-- RECORDS TO PROCESS follows --
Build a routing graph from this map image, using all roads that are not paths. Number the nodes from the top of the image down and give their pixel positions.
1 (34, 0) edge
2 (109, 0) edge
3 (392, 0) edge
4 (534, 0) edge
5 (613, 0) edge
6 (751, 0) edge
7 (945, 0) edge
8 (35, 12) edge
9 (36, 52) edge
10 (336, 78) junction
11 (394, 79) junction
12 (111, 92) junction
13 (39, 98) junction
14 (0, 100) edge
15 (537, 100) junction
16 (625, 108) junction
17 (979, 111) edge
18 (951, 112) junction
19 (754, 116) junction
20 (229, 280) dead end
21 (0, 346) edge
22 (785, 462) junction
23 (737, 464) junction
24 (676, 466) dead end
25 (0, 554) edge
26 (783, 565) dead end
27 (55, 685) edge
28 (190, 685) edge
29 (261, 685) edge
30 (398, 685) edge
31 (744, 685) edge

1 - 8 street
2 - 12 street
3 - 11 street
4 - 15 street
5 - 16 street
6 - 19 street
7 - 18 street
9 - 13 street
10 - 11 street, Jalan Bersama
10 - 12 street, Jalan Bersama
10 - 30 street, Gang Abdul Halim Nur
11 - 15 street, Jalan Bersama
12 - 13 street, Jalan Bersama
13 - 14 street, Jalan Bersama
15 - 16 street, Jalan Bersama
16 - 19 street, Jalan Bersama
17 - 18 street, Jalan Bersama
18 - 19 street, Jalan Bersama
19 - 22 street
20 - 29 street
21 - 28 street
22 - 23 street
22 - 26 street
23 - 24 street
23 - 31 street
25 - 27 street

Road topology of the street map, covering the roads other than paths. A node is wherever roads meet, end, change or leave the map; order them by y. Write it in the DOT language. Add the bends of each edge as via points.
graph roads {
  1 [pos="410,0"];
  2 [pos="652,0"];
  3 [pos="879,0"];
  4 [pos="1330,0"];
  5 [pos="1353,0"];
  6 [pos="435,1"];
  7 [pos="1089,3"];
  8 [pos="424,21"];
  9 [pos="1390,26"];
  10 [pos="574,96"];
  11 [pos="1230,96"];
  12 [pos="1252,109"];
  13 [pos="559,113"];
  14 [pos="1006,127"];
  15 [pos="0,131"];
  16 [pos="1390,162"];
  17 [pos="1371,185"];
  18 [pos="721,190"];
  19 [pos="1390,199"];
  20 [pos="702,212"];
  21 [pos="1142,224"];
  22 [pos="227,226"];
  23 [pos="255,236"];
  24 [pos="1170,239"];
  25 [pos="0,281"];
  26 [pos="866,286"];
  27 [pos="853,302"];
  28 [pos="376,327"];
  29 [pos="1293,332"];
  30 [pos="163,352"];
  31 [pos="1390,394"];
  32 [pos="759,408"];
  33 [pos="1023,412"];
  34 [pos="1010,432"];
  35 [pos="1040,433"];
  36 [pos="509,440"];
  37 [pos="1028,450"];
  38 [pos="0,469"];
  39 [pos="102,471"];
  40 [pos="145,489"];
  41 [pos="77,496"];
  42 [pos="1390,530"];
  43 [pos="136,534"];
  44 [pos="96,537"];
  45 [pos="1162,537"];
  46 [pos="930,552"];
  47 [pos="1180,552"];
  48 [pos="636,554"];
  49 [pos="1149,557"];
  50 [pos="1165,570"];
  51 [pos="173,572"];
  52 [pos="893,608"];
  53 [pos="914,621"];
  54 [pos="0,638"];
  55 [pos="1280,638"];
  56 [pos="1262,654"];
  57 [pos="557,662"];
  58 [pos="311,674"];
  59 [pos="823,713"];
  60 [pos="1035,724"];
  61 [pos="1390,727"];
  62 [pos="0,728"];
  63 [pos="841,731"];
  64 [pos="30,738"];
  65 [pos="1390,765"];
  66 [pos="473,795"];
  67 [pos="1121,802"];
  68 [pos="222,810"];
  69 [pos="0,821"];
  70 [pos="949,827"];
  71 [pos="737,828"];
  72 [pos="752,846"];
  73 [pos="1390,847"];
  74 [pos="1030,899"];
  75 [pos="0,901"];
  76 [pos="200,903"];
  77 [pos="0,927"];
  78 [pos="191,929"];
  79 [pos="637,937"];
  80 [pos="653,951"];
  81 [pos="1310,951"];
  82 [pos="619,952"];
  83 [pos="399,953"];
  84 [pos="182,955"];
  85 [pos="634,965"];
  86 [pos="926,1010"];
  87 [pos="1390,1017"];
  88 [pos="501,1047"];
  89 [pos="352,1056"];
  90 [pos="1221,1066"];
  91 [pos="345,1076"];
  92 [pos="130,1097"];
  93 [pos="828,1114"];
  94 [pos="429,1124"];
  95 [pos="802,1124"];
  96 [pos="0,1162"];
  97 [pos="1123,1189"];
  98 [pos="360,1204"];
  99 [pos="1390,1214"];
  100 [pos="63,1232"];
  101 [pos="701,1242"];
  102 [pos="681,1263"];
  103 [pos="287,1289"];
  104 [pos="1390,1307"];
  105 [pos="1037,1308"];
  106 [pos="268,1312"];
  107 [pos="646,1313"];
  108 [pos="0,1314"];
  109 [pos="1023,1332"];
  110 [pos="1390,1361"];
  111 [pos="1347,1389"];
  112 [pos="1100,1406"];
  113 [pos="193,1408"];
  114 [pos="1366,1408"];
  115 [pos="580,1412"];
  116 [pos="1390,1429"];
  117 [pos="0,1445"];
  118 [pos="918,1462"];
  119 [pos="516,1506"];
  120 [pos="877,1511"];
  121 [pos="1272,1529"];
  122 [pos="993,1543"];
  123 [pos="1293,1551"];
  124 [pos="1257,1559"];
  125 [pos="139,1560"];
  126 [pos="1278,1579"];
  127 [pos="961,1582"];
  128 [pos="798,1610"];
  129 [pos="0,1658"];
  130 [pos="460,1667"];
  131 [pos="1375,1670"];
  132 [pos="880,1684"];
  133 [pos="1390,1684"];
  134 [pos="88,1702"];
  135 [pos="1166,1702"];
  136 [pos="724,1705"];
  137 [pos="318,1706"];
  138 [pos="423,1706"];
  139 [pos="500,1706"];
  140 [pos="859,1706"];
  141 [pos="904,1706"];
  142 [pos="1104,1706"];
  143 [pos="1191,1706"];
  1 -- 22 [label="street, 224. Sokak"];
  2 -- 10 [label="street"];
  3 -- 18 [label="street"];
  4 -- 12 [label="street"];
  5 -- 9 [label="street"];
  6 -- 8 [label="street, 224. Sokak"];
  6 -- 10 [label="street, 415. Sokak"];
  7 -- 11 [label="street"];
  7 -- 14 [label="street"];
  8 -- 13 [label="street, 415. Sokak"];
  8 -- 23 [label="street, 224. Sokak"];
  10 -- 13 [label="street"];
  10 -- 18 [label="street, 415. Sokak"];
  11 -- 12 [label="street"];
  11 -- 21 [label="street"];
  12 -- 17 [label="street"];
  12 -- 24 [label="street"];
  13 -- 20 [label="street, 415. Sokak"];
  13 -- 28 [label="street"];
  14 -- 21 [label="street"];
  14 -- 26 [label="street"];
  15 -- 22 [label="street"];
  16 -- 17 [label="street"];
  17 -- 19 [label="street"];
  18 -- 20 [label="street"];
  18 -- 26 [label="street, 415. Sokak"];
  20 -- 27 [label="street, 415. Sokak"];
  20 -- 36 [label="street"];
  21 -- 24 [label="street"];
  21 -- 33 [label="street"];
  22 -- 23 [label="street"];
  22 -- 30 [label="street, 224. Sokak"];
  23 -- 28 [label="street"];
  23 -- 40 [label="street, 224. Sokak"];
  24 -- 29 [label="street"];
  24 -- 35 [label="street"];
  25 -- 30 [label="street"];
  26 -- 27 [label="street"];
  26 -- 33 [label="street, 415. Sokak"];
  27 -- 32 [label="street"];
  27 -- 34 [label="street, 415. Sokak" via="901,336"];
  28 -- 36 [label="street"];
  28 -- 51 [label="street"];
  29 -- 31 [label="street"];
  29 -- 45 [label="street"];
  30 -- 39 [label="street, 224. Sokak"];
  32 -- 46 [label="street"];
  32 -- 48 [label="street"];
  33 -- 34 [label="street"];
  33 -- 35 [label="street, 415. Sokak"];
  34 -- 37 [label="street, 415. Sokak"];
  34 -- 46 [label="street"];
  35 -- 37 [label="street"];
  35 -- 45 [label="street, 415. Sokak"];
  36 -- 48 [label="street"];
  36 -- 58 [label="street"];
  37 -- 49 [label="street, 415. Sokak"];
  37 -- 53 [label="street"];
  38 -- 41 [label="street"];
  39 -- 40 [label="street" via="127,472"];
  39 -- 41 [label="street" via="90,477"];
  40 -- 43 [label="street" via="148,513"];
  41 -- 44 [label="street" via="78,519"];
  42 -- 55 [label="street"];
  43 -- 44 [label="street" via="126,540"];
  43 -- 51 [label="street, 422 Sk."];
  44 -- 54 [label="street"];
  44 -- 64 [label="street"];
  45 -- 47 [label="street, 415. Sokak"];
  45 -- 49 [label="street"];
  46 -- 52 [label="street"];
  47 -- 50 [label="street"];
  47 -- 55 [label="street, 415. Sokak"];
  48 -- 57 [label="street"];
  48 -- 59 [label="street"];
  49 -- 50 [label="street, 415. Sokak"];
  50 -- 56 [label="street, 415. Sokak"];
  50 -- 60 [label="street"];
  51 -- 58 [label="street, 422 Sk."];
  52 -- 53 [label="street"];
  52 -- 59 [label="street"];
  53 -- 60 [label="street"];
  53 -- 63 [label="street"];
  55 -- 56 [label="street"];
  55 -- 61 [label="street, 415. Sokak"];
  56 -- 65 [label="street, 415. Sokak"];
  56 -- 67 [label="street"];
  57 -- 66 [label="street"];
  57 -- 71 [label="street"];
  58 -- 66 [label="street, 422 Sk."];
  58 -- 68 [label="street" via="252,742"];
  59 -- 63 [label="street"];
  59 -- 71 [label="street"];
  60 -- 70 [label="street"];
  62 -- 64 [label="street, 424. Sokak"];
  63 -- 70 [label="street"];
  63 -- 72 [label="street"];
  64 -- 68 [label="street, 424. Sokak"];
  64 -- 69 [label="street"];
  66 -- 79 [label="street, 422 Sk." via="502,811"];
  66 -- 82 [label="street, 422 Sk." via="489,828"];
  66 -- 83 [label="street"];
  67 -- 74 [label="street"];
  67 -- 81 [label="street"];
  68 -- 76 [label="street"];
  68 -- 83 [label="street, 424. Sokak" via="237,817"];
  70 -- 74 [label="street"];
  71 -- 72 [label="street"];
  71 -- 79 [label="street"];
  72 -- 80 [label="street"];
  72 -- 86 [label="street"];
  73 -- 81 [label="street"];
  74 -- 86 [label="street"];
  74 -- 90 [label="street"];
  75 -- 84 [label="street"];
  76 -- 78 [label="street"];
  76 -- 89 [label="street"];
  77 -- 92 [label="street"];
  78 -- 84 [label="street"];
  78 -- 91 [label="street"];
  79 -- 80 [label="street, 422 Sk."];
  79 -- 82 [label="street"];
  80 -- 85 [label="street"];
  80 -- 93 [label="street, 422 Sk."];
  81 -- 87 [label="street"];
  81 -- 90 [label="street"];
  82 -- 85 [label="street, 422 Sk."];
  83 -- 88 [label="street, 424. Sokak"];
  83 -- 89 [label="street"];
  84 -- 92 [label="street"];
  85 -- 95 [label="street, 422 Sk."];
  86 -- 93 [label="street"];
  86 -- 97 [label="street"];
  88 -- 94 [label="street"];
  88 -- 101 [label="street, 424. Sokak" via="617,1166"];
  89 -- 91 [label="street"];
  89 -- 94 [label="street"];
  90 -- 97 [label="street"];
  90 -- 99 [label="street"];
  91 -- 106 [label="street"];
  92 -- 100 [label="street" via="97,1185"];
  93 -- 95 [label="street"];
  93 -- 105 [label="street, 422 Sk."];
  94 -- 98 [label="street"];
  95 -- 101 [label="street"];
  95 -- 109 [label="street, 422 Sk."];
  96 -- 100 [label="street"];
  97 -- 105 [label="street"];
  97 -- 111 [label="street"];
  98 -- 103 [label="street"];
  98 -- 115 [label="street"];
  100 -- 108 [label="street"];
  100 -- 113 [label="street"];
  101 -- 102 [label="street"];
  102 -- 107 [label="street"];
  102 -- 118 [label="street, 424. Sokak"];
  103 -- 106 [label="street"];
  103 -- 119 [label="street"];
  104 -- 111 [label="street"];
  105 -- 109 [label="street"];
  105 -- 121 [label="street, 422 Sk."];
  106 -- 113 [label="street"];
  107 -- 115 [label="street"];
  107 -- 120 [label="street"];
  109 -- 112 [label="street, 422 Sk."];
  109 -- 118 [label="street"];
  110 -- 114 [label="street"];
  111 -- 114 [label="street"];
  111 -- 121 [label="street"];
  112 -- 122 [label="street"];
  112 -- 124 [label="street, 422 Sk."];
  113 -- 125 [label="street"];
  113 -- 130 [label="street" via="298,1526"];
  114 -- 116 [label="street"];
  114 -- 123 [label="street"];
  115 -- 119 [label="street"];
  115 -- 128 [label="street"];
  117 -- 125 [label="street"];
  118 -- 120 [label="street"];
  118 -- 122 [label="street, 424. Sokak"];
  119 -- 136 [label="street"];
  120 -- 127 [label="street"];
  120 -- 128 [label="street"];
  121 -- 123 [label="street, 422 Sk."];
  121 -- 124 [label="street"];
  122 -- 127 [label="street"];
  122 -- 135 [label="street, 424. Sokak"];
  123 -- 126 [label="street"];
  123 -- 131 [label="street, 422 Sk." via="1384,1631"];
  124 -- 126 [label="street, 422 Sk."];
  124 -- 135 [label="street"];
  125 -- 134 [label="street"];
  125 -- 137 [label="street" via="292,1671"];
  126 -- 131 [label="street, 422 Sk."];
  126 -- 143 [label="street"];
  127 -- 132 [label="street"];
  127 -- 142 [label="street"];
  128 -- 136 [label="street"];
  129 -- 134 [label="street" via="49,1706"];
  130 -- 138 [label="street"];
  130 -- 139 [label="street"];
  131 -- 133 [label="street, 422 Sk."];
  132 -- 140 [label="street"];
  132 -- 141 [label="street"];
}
-- RECORDS TO PROCESS concluded --
— PROBLEM REQUIREMENTS —
Working from the listing, state how many lines include "roads". The reply must be that number alone.

— SOLUTION FOR THIS EXERCISE —
3